Unterstützt wird der steigende Goldpreis auch durch die konstant hohe Nachfrage durch Zentralbanken in aller Welt. Auch im August haben, wie der World Gold Council in dieser Woche mitteilte, zahlreiche Staaten ihre Goldreserven drastisch aufgestockt. Bestes Beispiel: Paraguay hat 7,53 Tonnen Gold gekauft – zuvor besaß das südamerikanische Land weniger als eine Tonne. Südkorea – im Jahr 2011 noch als größter Verkäufer auffällig – hat im August insgesamt 15,99 Tonnen dazugekauft und besitzt nun 70,44 Tonnen. Seit der Verkaufswelle aus dem Jahr 2011 haben sich die südkoreanischen Goldbestände somit mehr als verdoppelt. Auf der Verkäuferseite tut sich dagegen kaum etwas – Venezuela ist eines der Länder, die ihre Goldreserven geringfügig abgebaut haben. Erstaunlich ist auch die Kauflaune der Türkei: Rund 100 der 262 Tonnen, die alle Zentralbanken der Welt in diesem Jahr bisher zu ihren Goldreserven hinzugefügt haben, landeten in türkischen Tresoren.

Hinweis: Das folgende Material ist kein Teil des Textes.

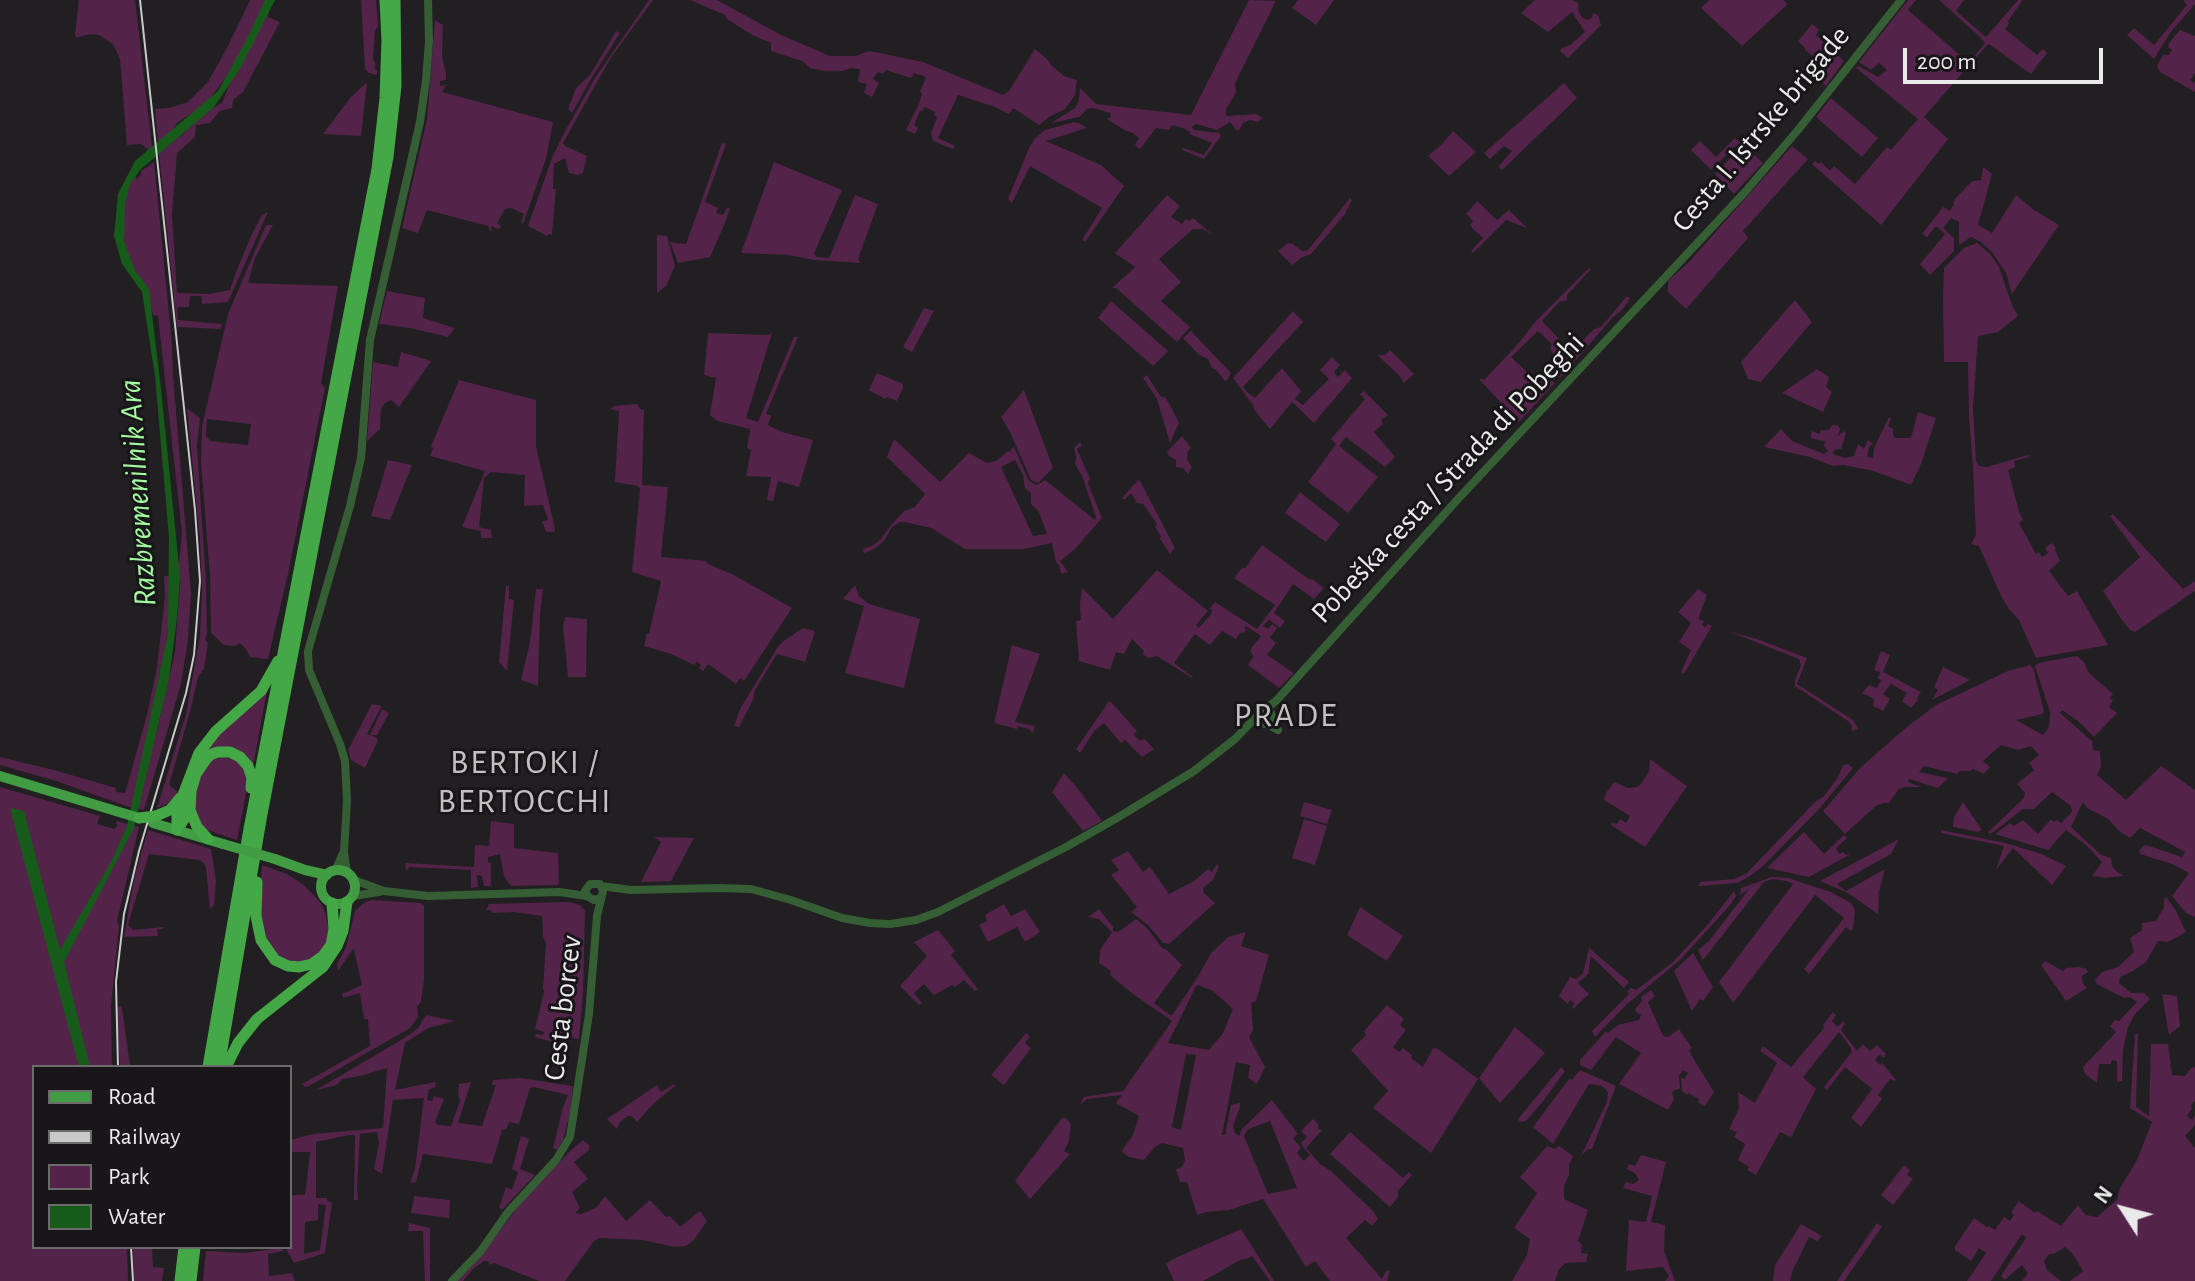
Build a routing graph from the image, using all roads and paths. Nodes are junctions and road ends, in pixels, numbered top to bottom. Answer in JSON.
{"nodes":[{"id":1,"x":385,"y":0,"type":"edge"},
{"id":2,"x":395,"y":0,"type":"edge"},
{"id":3,"x":428,"y":0,"type":"edge"},
{"id":4,"x":1901,"y":0,"type":"edge"},
{"id":5,"x":1657,"y":288,"type":"joint"},
{"id":6,"x":285,"y":647,"type":"junction"},
{"id":7,"x":0,"y":776,"type":"edge"},
{"id":8,"x":183,"y":795,"type":"junction"},
{"id":9,"x":190,"y":810,"type":"junction"},
{"id":10,"x":262,"y":814,"type":"junction"},
{"id":11,"x":139,"y":818,"type":"joint"},
{"id":12,"x":154,"y":819,"type":"junction"},
{"id":13,"x":249,"y":829,"type":"junction"},
{"id":14,"x":177,"y":830,"type":"junction"},
{"id":15,"x":208,"y":839,"type":"junction"},
{"id":16,"x":344,"y":852,"type":"junction"},
{"id":17,"x":305,"y":870,"type":"junction"},
{"id":18,"x":331,"y":873,"type":"junction"},
{"id":19,"x":351,"y":876,"type":"junction"},
{"id":20,"x":588,"y":885,"type":"junction"},
{"id":21,"x":601,"y":886,"type":"junction"},
{"id":22,"x":321,"y":887,"type":"junction"},
{"id":23,"x":631,"y":890,"type":"junction"},
{"id":24,"x":384,"y":891,"type":"junction"},
{"id":25,"x":559,"y":892,"type":"junction"},
{"id":26,"x":595,"y":898,"type":"junction"},
{"id":27,"x":350,"y":899,"type":"junction"},
{"id":28,"x":332,"y":903,"type":"junction"},
{"id":29,"x":890,"y":924,"type":"joint"},
{"id":30,"x":208,"y":1065,"type":"edge"},
{"id":31,"x":219,"y":1065,"type":"edge"},
{"id":32,"x":227,"y":1065,"type":"edge"},
{"id":33,"x":184,"y":1249,"type":"edge"},
{"id":34,"x":195,"y":1249,"type":"edge"},
{"id":35,"x":180,"y":1281,"type":"edge"},
{"id":36,"x":191,"y":1281,"type":"edge"},
{"id":37,"x":452,"y":1281,"type":"edge"}],
"edges":[{"from":1,"to":6,"type":"highway"},
{"from":2,"to":10,"type":"highway"},
{"from":3,"to":16,"type":"street"},
{"from":4,"to":5,"type":"street","name":"Cesta I. Istrske brigade"},
{"from":5,"to":29,"type":"street","name":"Pobeška cesta / Strada di Pobeghi"},
{"from":6,"to":8,"type":"highway"},
{"from":6,"to":13,"type":"highway"},
{"from":7,"to":11,"type":"main road"},
{"from":8,"to":12,"type":"highway"},
{"from":8,"to":14,"type":"highway"},
{"from":9,"to":13,"type":"highway"},
{"from":9,"to":14,"type":"highway"},
{"from":9,"to":15,"type":"highway"},
{"from":10,"to":28,"type":"highway"},
{"from":10,"to":31,"type":"highway"},
{"from":11,"to":12,"type":"highway","bridge":true},
{"from":12,"to":14,"type":"main road"},
{"from":13,"to":30,"type":"highway"},
{"from":14,"to":15,"type":"main road"},
{"from":15,"to":17,"type":"main road","bridge":true},
{"from":16,"to":18,"type":"street"},
{"from":16,"to":19,"type":"street"},
{"from":17,"to":18,"type":"main road"},
{"from":17,"to":22,"type":"main road"},
{"from":18,"to":19,"type":"main road"},
{"from":18,"to":22,"type":"main road"},
{"from":19,"to":24,"type":"street"},
{"from":19,"to":27,"type":"main road"},
{"from":20,"to":21,"type":"street"},
{"from":20,"to":25,"type":"street"},
{"from":20,"to":26,"type":"street"},
{"from":21,"to":23,"type":"street","name":"Cesta borcev"},
{"from":21,"to":26,"type":"street"},
{"from":22,"to":28,"type":"main road"},
{"from":23,"to":26,"type":"street","name":"Cesta borcev"},
{"from":23,"to":29,"type":"street","name":"Cesta borcev"},
{"from":24,"to":25,"type":"street"},
{"from":24,"to":27,"type":"street"},
{"from":25,"to":26,"type":"street"},
{"from":26,"to":37,"type":"street","name":"Cesta borcev"},
{"from":27,"to":28,"type":"main road"},
{"from":27,"to":32,"type":"highway"},
{"from":33,"to":35,"type":"highway"},
{"from":34,"to":36,"type":"highway"}]}
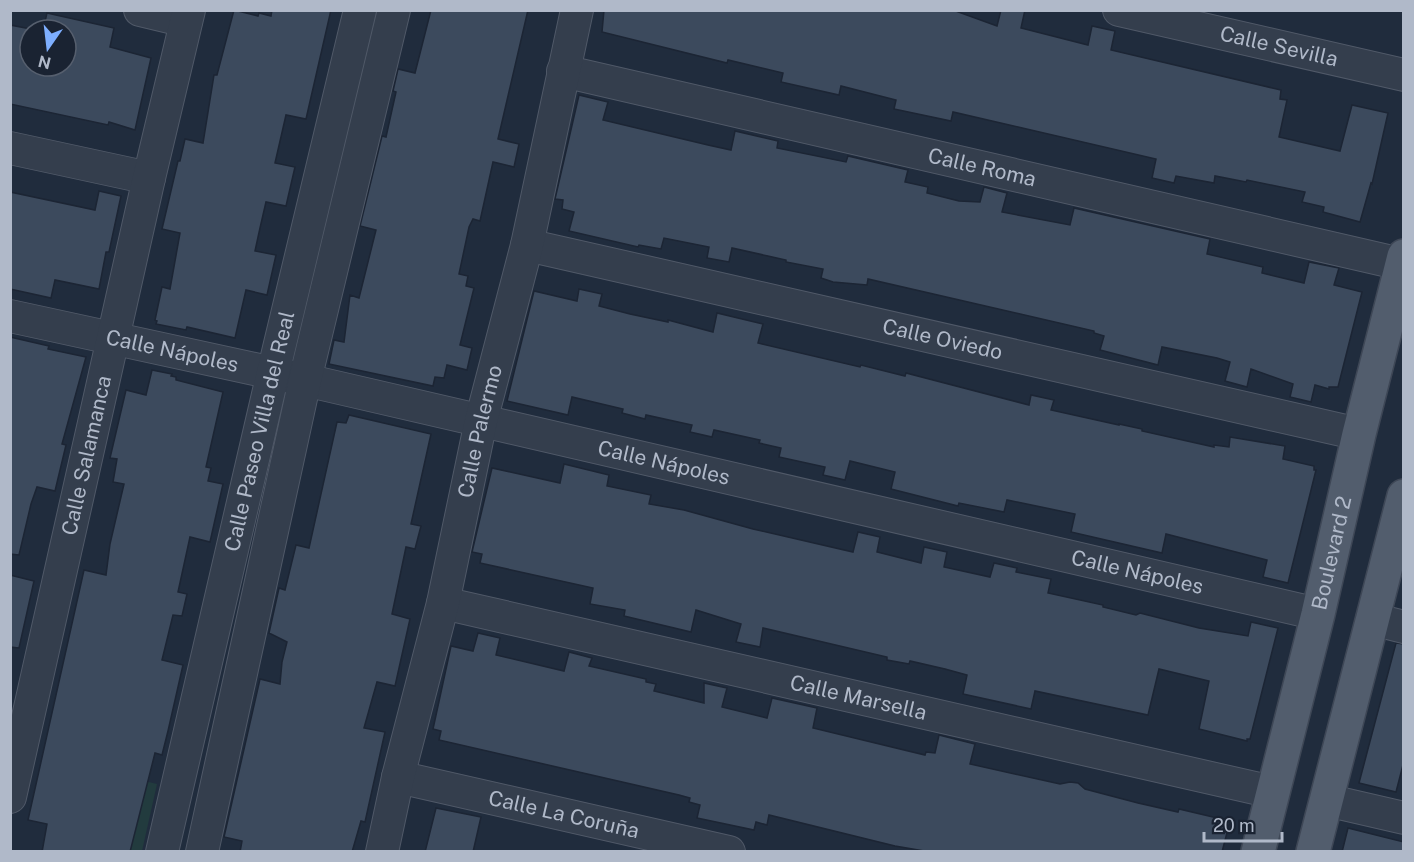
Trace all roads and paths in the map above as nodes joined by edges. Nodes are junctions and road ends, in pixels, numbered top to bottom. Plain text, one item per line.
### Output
1 (140, 10) edge
2 (360, 10) edge
3 (394, 10) edge
4 (577, 10) edge
5 (1119, 10) edge
6 (188, 16) edge
7 (563, 71) junction
8 (1404, 75) edge
9 (10, 148) edge
10 (149, 178) junction
11 (527, 245) junction
12 (1402, 260) edge
13 (10, 316) edge
14 (114, 339) junction
15 (273, 373) junction
16 (304, 380) junction
17 (482, 421) junction
18 (1359, 434) junction
19 (1404, 496) edge
20 (443, 603) junction
21 (1318, 614) junction
22 (1372, 619) junction
23 (1404, 627) edge
24 (20, 699) edge
25 (398, 777) junction
26 (1272, 792) junction
27 (10, 797) edge
28 (1326, 800) junction
29 (1404, 818) edge
30 (162, 852) edge
31 (202, 852) edge
32 (382, 852) edge
33 (729, 852) edge
34 (1258, 852) edge
35 (1313, 852) edge

1 - 6 street
2 - 15 street, Calle Paseo Villa del Real
3 - 16 street, Calle Paseo Villa del Real
4 - 7 street, Calle Palermo
5 - 8 street, Calle Sevilla
6 - 10 street, Calle Salamanca
7 - 11 street, Calle Palermo
7 - 12 street, Calle Roma
9 - 10 street
10 - 14 street, Calle Salamanca
11 - 17 street, Calle Palermo
11 - 18 street, Calle Oviedo
12 - 18 main road, Boulevard 2
13 - 14 street, Calle Nápoles
14 - 15 street, Calle Nápoles
14 - 24 street, Calle Salamanca
15 - 16 street, Calle Nápoles
15 - 30 street, Calle Paseo Villa del Real
16 - 17 street, Calle Nápoles
16 - 31 street, Calle Paseo Villa del Real
17 - 20 street, Calle Palermo
17 - 21 street, Calle Nápoles
18 - 21 main road, Boulevard 2
19 - 22 main road
20 - 25 street, Calle Palermo
20 - 26 street, Calle Marsella
21 - 26 main road, Boulevard 2
22 - 23 street
22 - 28 main road
24 - 27 street, Calle Salamanca
25 - 32 street, Calle Palermo
25 - 33 street, Calle La Coruña
26 - 34 main road, Boulevard 2
28 - 29 street
28 - 35 main road

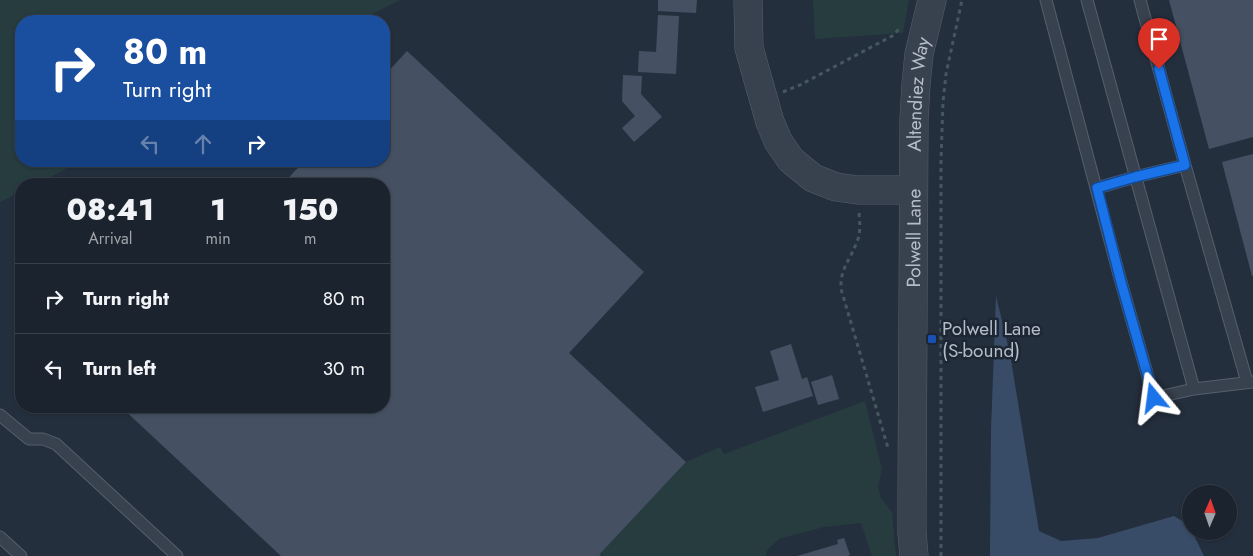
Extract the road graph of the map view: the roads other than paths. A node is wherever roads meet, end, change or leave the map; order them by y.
1 (748, 0) edge
2 (932, 0) edge
3 (1046, 0) edge
4 (1087, 0) edge
5 (1140, 0) edge
6 (1185, 165) junction
7 (1135, 177) junction
8 (1097, 188) junction
9 (913, 190) junction
10 (1250, 382) edge
11 (1194, 389) junction
12 (0, 415) edge
13 (0, 537) edge
14 (22, 556) edge
15 (177, 556) edge
16 (914, 556) edge

1 - 9 street, Polwell Lane
2 - 9 street, Altendiez Way
3 - 8 lane
4 - 7 lane
5 - 6 lane
6 - 7 lane
6 - 10 lane
7 - 8 lane
7 - 11 lane
8 - 11 lane
9 - 16 street, Polwell Lane
10 - 11 lane
12 - 15 lane
13 - 14 lane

In die weltweiten Lobeshymnen auf Gold ist in dieser Woche auch die Deutsche Bank eingestiegen: US-amerikanische Analysten der Bank haben in einer Analyse ein düsteres Bild der Weltwirtschaft gezeichnet und dem gelben Metall beste Entwicklungsmöglichkeiten bescheinigt: In dem Bericht wird Gold als „gutes“ Geld bezeichnet, während Papiergeld als „schlechtes“ Geld anzusehen sei. Wachstum, Renditen und das Vertrauen in die Märkte werden auf null sinken, heißt es in dem Papier. Die gewagte Prognose der Deutschen Bank lautet: Der US-Dollar wird “auf weniger als ein Zweitausendstel einer Unze Gold“ im ersten Halbjahr 2013″ fallen.
Wenig Neues gab es in dieser Woche aus Griechenland – die Athener Regierung beweist ihre Unzuverlässigkeit immer wieder aufs Neue: Der SPIEGEL hatte zum Wochenstart enthüllt, dass die Finanzierungslücke im griechischen Staatshaushalt deutlich größer als offiziell bekannt ist. Griechenland braucht demnach rund 20 Milliarden Euro und damit doppelt soviel wie zuletzt eingestanden. Die Einigung der Regierung auf ein Sparpaket von 12 Milliarden Euro dürfte also nicht ausreichend sein. Und der Generalstreik, der seit Mittwoch die griechische Wirtschaft lahmlegt, dürfte die Krise nur noch verschärfen. Wie ernst es um die Griechenland-Rettung tatsächlich bestellt ist, zeigt auch die angebliche Entscheidung der Troika aus EU, EZB und IWF, ihren Bericht erst der US-Wahl am 6. November vorzulegen. Mehrere Vertreter der EU erklärten gegenüber der Nachrichtenagentur Reuters, dass jede Gefahr für die Weltwirtschaft vor der Wahl vermieden werden müsse. Offenbar wird der große Knall also nur auf die Zeit nach dem 6. November verschoben.